Trauma has its most pervasive impact during the first decade of life and becomes more circumscribed, i.e. more like ‘pure’ PTSD (Post Traumatic Stress Disorder), with age.The diagnosis PTSD is not developmentally sensitive and does not adequately describe the impact of exposure to childhood trauma on the developing child. Because multiply abused infants and children often experience developmental delays across a broad spectrum, including cognitive, language, motor and socialization skills, they tend to display very complex disturbances with a variety of different, often fluctuating, presentations.
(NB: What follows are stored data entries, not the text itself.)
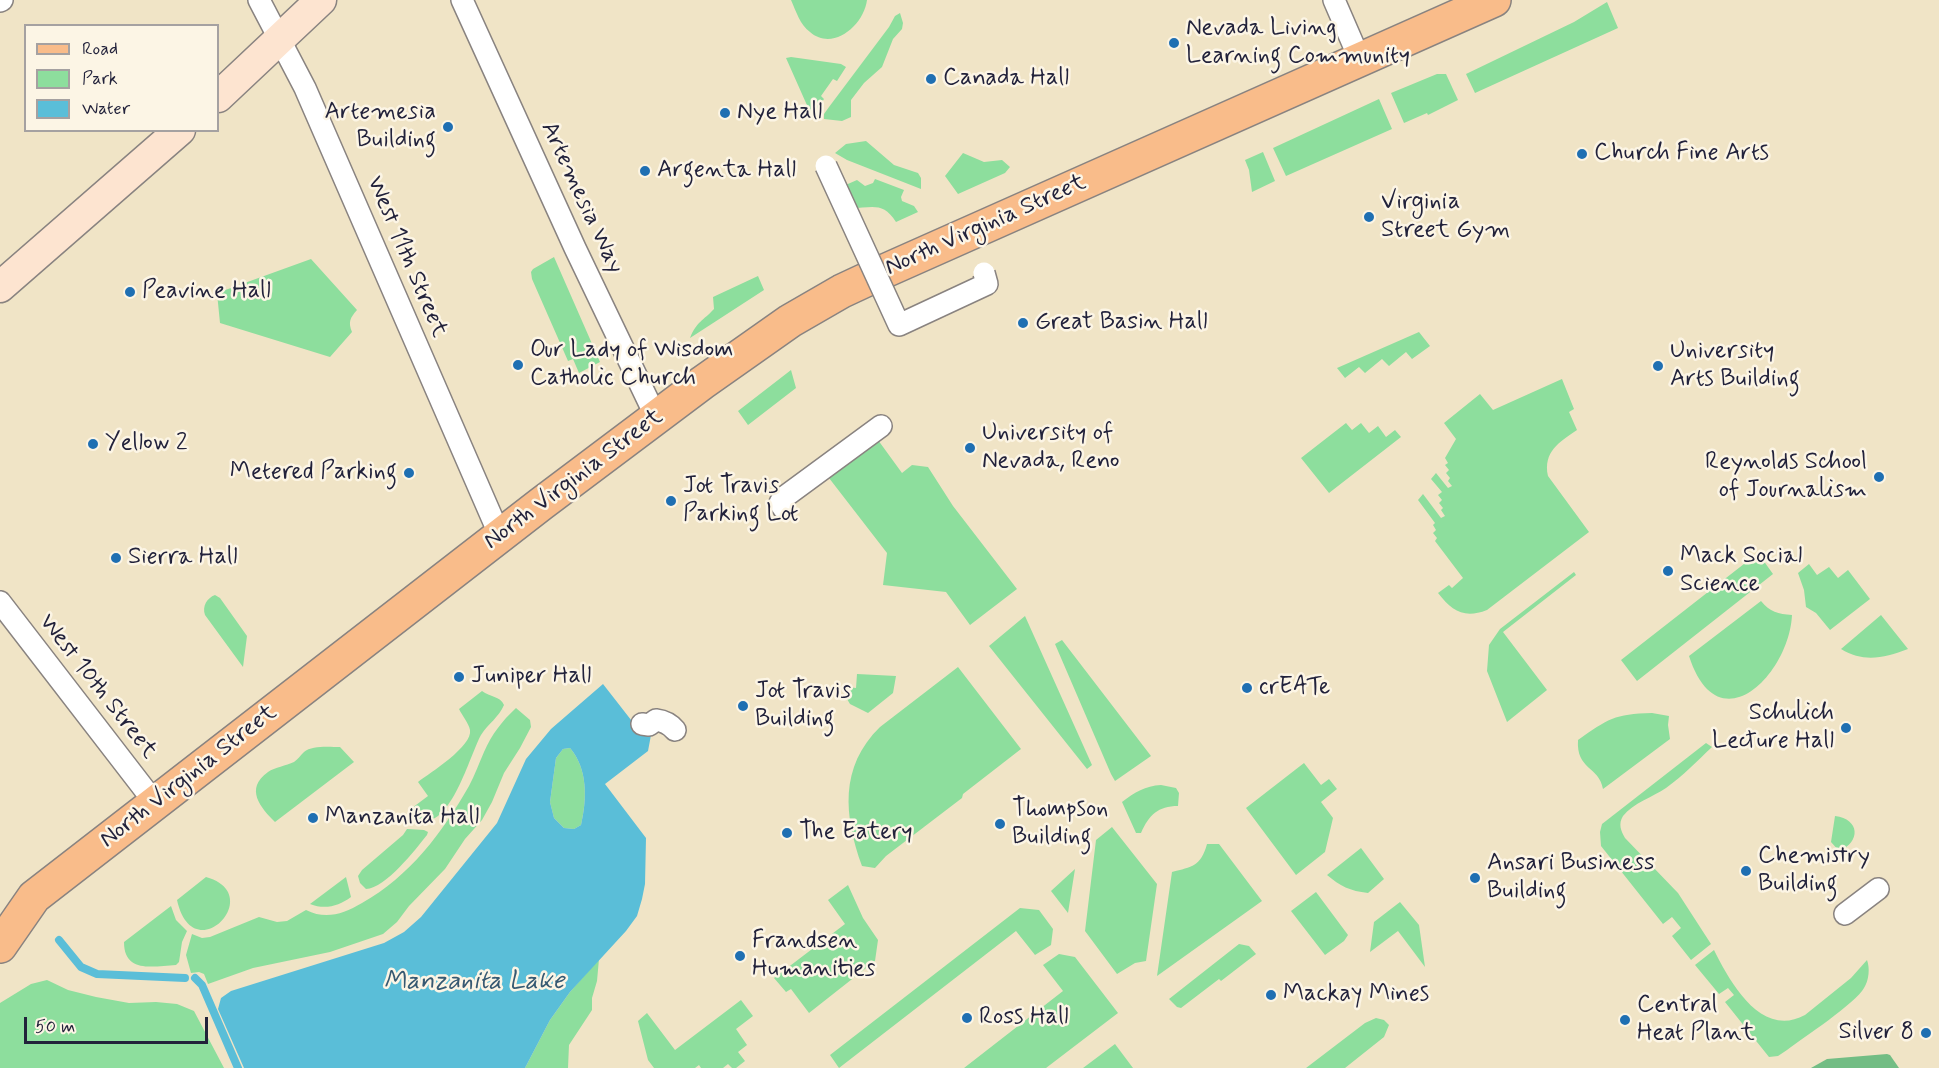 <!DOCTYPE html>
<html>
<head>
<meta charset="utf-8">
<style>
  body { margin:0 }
  #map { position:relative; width:1939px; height:1068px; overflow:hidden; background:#f0e4c6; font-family:Mynerve,sans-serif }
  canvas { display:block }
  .legend { position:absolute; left:24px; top:24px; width:195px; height:108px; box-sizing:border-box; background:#fcf5e5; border:2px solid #a5a1a1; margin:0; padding:8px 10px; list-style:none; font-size:18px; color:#22223b }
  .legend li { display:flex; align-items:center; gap:12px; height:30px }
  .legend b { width:30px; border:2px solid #a5a1a1 }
  .scale { position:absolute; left:24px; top:1017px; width:184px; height:27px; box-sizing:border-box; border:3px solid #22223b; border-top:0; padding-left:8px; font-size:18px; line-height:21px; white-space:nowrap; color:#22223b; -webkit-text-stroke:4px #fcf5e5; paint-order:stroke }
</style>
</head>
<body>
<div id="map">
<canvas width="1939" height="1068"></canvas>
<ul class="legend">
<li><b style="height:8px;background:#f9bc8a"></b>Road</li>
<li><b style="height:16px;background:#8dde9d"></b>Park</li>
<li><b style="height:16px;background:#5abed8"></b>Water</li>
</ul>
<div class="scale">50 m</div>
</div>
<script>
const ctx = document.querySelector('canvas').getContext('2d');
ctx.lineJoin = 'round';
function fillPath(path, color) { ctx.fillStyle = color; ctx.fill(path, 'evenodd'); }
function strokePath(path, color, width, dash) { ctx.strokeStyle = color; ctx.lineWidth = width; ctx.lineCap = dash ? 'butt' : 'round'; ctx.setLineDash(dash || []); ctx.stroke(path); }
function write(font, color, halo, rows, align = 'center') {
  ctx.font = font + ' Mynerve,sans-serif'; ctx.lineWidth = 5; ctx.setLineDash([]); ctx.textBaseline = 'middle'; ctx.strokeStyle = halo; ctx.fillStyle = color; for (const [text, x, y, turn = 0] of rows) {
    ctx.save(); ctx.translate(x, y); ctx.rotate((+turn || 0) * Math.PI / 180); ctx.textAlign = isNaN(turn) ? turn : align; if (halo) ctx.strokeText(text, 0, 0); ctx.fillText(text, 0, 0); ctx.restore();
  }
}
fillPath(new Path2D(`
  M791,0H867C864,25 833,52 810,32C800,25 796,11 791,0Z
  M1607,2L1618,28L1475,93L1466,74L1574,22Z
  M900,13L903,23L902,29L893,39L882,67L864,83L851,100V117L842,121L824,119V114L829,107L889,27L895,16Z
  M791,57L841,64L846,67L837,81L833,79L821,96L824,99C820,104 817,113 810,112L786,58Z
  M1437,74H1446L1458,100L1428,115L1427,113L1404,123L1391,93Z
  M1379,99L1392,129L1286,176L1273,148Z
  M866,141L894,165L918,173L921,178V189L847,160L835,153L846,144Z
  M1263,152L1275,181L1252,192L1249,170L1245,160Z
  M963,153L984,162L1002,160L1010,167L1005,173L958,194L945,176Z
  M875,179L904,190L901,197L902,201L914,206L918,212L896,222C883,201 872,208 851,208L841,187L857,180L865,186L873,183Z
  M554,257L600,362L579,373L573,359L568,361L532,279L531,272L533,269Z
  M311,259L357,310C350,318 348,322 352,332L330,357L220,323L217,293Z
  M758,276L764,290L690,338C697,321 703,321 714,309L713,297Z
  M1419,332L1430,346L1412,359L1406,352L1389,366L1382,359L1365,373L1359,367L1345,378L1337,368Z
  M791,370L796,388L748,425L738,411Z
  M1562,379L1574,409L1569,412L1577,430C1559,442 1543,452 1548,476L1589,532L1487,610C1464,619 1452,611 1438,593L1449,585L1452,588L1463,578L1435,541L1437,538L1433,533L1436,530L1433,525L1435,523L1418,500L1423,494L1441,518L1445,516L1441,510L1443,508L1439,503L1442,500L1438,495L1442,492L1431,479L1436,473L1448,488L1452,486L1448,481L1450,478L1446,473L1449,470L1445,465L1448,463L1445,458L1456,439L1444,423L1480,394L1493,410Z
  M1346,423L1352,430L1361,423L1369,433L1378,426L1386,437L1395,430L1401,437L1329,493L1301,458Z
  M878,440L902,473L912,465L928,467L953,506L1017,589L970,625L946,592L883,585L887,553L829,478Z
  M1758,553L1773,574L1637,681L1621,660Z
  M1809,564L1817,575L1829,567L1838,578L1848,570L1870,599L1830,630L1816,613L1806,607L1804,590L1798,573Z
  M1574,572L1576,575L1503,632L1547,690L1507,722L1487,671L1489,645L1500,629Z
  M215,595L220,598L247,636L243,667L205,615C202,606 207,598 215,595Z
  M1761,601C1770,612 1778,614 1792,615C1789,675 1718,746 1689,656Z
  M1881,615L1908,649C1884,658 1864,663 1841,649Z
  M1025,616L1092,765L1087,769L989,646Z
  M1062,640L1151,756L1115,781L1111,774L1055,644Z
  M958,667L1021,749L963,794L962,798L886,856L875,868L862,866C844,816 839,767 880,727Z
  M857,674L896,676L893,693L868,713L850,704L847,699L848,687L856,688Z
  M482,691C490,697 500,696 504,705C499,717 488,724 481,735C469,756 445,851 408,811L428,796L418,782C430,773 473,746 470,730C469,724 462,715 459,709Z
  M516,708L530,720L531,727L520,748L504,773L492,802L482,820L465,839L445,869L409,906L397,922L383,934L330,952L253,968L208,984L204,974L199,972L191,973L186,955L192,934L202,938L210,937L259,917L277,922L287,921L306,910C326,920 343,914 362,903C410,876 442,833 469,786C475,775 479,763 484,752C492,734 502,721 516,708Z
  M1652,713L1669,716L1668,725L1670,739L1603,789C1599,766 1576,770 1578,740C1608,719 1614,714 1652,713Z
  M1706,743L1712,747C1697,761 1683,776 1666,788C1653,797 1633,803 1623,816C1618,824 1621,831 1625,838L1678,893L1711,944L1691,960L1672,936L1681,928L1672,917L1663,924L1601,846L1600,832L1602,824Z
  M340,747L354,762L275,822C261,808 244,789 268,772C275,767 286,766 294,762C298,759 300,756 304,752C312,745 330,747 340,747Z
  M570,748C588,769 587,799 581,825L574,829L564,828L554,818L550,802L556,758L563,749Z
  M1304,763L1321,785L1329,779L1337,789L1321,802L1333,818L1325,852L1296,875L1246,808Z
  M1161,785L1176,788L1179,793L1178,806C1158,806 1149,815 1141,833H1136L1122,802C1135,792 1145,786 1161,785Z
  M1835,816C1860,819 1861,842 1839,851L1831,842Z
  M1112,827L1157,884L1146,961L1135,963L1117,974L1085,931L1096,840Z
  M407,829L424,830L428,832L427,835C415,850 386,888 366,889L360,883L358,876L362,870L403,835Z
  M1207,844H1219L1262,901L1157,976L1172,872C1192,867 1201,866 1207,844Z
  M1361,848L1384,879L1368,893C1350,891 1340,886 1327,875Z
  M1075,869L1068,913L1051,891Z
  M206,877C268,894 193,972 177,900Z
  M346,877L351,897C339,906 325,910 310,904Z
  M848,885L863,918L878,940L875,961L809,1013L791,989L786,992L774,978L845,924L828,900Z
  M1316,892L1348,935L1344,941L1325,955L1291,911Z
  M1400,902L1419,925L1425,967L1398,931L1370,952L1374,922Z
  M171,906L176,920L187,931L182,942L179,962L176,965C154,966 124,974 124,942Z
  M1020,908L1039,910L1053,929L1051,945L1035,955L1016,931L839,1068L830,1055Z
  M1239,944L1249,946L1256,954L1221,981L1219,979L1181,1008L1177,1007L1169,999Z
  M1714,950C1730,982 1761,1039 1805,1015L1851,978L1867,960C1870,968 1869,980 1864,988C1856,1003 1803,1038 1787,1050L1778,1056L1769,1057L1725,1002L1734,995L1728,988L1719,994L1695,965Z
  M1059,954L1075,957L1118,1013L1046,1068H964L1063,991L1043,965Z
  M599,959L597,981L592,998V1010L569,1045L568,1068H525L550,1020L570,992Z
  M47,980L68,990L96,997L129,1003L156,1002L177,1004L194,1011L224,1068H0V1003L31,984Z
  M741,1000L753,1016L736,1029L747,1045L738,1052L745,1061L736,1068H732L728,1064L723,1068H701L699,1065L695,1068H654L648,1060L638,1021L647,1013L675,1050Z
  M1376,1018L1384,1020L1389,1025L1384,1037L1345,1068H1306L1365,1023Z
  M1115,1044L1133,1068H1083Z`), '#8dde9d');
fillPath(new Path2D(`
  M1887,1054L1890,1055L1899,1068H1811L1827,1059Z`), '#72bd84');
fillPath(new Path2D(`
  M603,684L642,734L651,735L648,751L605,784L646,838L645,884L642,899L637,916L626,931L570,992L550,1020L525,1068H244L218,1009L221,998L231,991L384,943L404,932L421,917L497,823L526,759L551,729ZM570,748C588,769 587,799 581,825L574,829L564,828L554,818L550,802L556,758L563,749Z`), '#5abed8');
strokePath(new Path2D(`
  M59,940L81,967L97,974L185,978
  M195,978L202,985L238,1068`), '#5abed8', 8);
const street = new Path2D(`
  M259,0L305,88L500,536
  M462,0L575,248L656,417
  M1334,0L1360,60
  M0,1L2,0
  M784,509L780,503L783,498L881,426
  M0,602L155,803
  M642,724L649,725L656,720C664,721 670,724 675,730
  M1845,914L1878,889`);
const secondary = new Path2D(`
  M218,97L321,0
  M0,287L180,130`);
const primary = new Path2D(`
  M0,946L34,897L541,504L702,383L790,321L842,291L887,270L1494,0`);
strokePath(street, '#898380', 24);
strokePath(secondary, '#898380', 33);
strokePath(primary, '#898380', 36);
strokePath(street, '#fff', 21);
strokePath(secondary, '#fde4d0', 30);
strokePath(primary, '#f9bc8a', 33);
const streetBridge = new Path2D(`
  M826,166L899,325L987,284L984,273`);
strokePath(streetBridge, '#898380', 24, []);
strokePath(streetBridge, '#fff', 21);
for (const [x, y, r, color] of [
  [1174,43,6,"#1f6fb2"],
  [931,79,6,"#1f6fb2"],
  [725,113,6,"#1f6fb2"],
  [448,127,6,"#1f6fb2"],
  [1582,154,6,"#1f6fb2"],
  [645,171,6,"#1f6fb2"],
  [1369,217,6,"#1f6fb2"],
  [130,292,6,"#1f6fb2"],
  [1023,323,6,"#1f6fb2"],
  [518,365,6,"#1f6fb2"],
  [1658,366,6,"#1f6fb2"],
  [93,444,6,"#1f6fb2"],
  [970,448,6,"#1f6fb2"],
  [409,473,6,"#1f6fb2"],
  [1879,477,6,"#1f6fb2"],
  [671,501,6,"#1f6fb2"],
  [116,558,6,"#1f6fb2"],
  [1668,571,6,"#1f6fb2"],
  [459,677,6,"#1f6fb2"],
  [1247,688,6,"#1f6fb2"],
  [743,706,6,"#1f6fb2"],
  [1846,728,6,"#1f6fb2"],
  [313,818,6,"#1f6fb2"],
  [1000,824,6,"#1f6fb2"],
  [787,833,6,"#1f6fb2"],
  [1746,871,6,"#1f6fb2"],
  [1475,878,6,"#1f6fb2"],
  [740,956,6,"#1f6fb2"],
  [1271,995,6,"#1f6fb2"],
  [967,1018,6,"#1f6fb2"],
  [1625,1020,6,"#1f6fb2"],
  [1926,1033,6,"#1f6fb2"]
]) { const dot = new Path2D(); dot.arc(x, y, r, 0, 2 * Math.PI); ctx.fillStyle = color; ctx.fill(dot); strokePath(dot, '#fcf5e5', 2); }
write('24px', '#22223b', '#fcf5e5', [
  ["Nevada Living",1186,29],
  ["Learning Community",1186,57],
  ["Canada Hall",943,79],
  ["Artemesia",436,113,"right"],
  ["Building",436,141,"right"],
  ["Nye Hall",737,113],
  ["Church Fine Arts",1594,154],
  ["Argenta Hall",657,171],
  ["Virginia",1381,203],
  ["Street Gym",1381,231],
  ["Peavine Hall",142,292],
  ["Great Basin Hall",1035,323],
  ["Our Lady of Wisdom",530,351],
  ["Catholic Church",530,379],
  ["University",1670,352],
  ["Arts Building",1670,380],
  ["University of",982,434],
  ["Nevada, Reno",982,462],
  ["Yellow 2",105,444],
  ["Reynolds School",1867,463,"right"],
  ["of Journalism",1867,491,"right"],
  ["Metered Parking",397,473,"right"],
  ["Jot Travis",683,487],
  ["Parking Lot",683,515],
  ["Mack Social",1680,557],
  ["Science",1680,585],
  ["Sierra Hall",128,558],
  ["Juniper Hall",471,677],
  ["crEATe",1259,688],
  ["Jot Travis",755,692],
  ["Building",755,720],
  ["Schulich",1834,714,"right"],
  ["Lecture Hall",1834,742,"right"],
  ["Thompson",1012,810],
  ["Building",1012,838],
  ["Manzanita Hall",325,818],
  ["The Eatery",799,833],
  ["Chemistry",1758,857],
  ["Building",1758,885],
  ["Ansari Business",1487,864],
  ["Building",1487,892],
  ["Frandsen",752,942],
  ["Humanities",752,970],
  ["Mackay Mines",1283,995],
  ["Central",1637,1006],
  ["Heat Plant",1637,1034],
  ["Ross Hall",979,1018],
  ["Silver 8",1914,1033,"right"]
], 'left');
write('24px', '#22223b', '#fcf5e5', [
  ["Artemesia Way",581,198,65],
  ["North Virginia Street",986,226,-24],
  ["West 11th Street",406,257,67],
  ["North Virginia Street",574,480,-37],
  ["West 10th Street",97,687,52],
  ["North Virginia Street",189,777,-38]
]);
write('italic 26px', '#365972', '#fcf5e5', [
  ["Manzanita Lake",474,983]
]);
</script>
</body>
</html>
However, because there currently is no other diagnostic entity that describes the pervasive impact of trauma on child development these children are given a range of ‘comorbid’ diagnoses, as if they occurred independently from the PTSD symptoms, none of which do justice to the spectrum of problems of traumatized children, and none of which provide guidelines on what is needed for effective prevention and intervention. By relegating the full spectrum of trauma-related problems to seemingly unrelated ’comorbid’ conditions, fundamental trauma-related disturbances may be lost to scientific investigation, and clinicians may run the risk of applying treatment approaches that are not helpful.

In essence,Van Der Kolk is saying we have to look at the whole child, including their traumatic experiences to make sense of their world and to intervene effectively.Too many children receive diagnoses that simply ignore their traumatic history.The full article and lots more at traumacenter.org

Previously UK society could pretend child rape didn’t happen. Now it can’t. Only when society faces the harsh truth about infant rape, childhood abuse and toxic parenting will change occur. Legislators might listen; the media might get excited by healing strategies rather than the gory rape details and effective therapy for children and adults abused in infancy might get a huge rise in funding.

“Wounds that can’t be seen are more painful than those that can be seen and cured by a doctor.” Nelson Mandela

Is it fair to leave invisible wounds undiagnosed and untreated?

 

Take good care

Helen x

This article was first published in Adoption Today, June 2009. Download here.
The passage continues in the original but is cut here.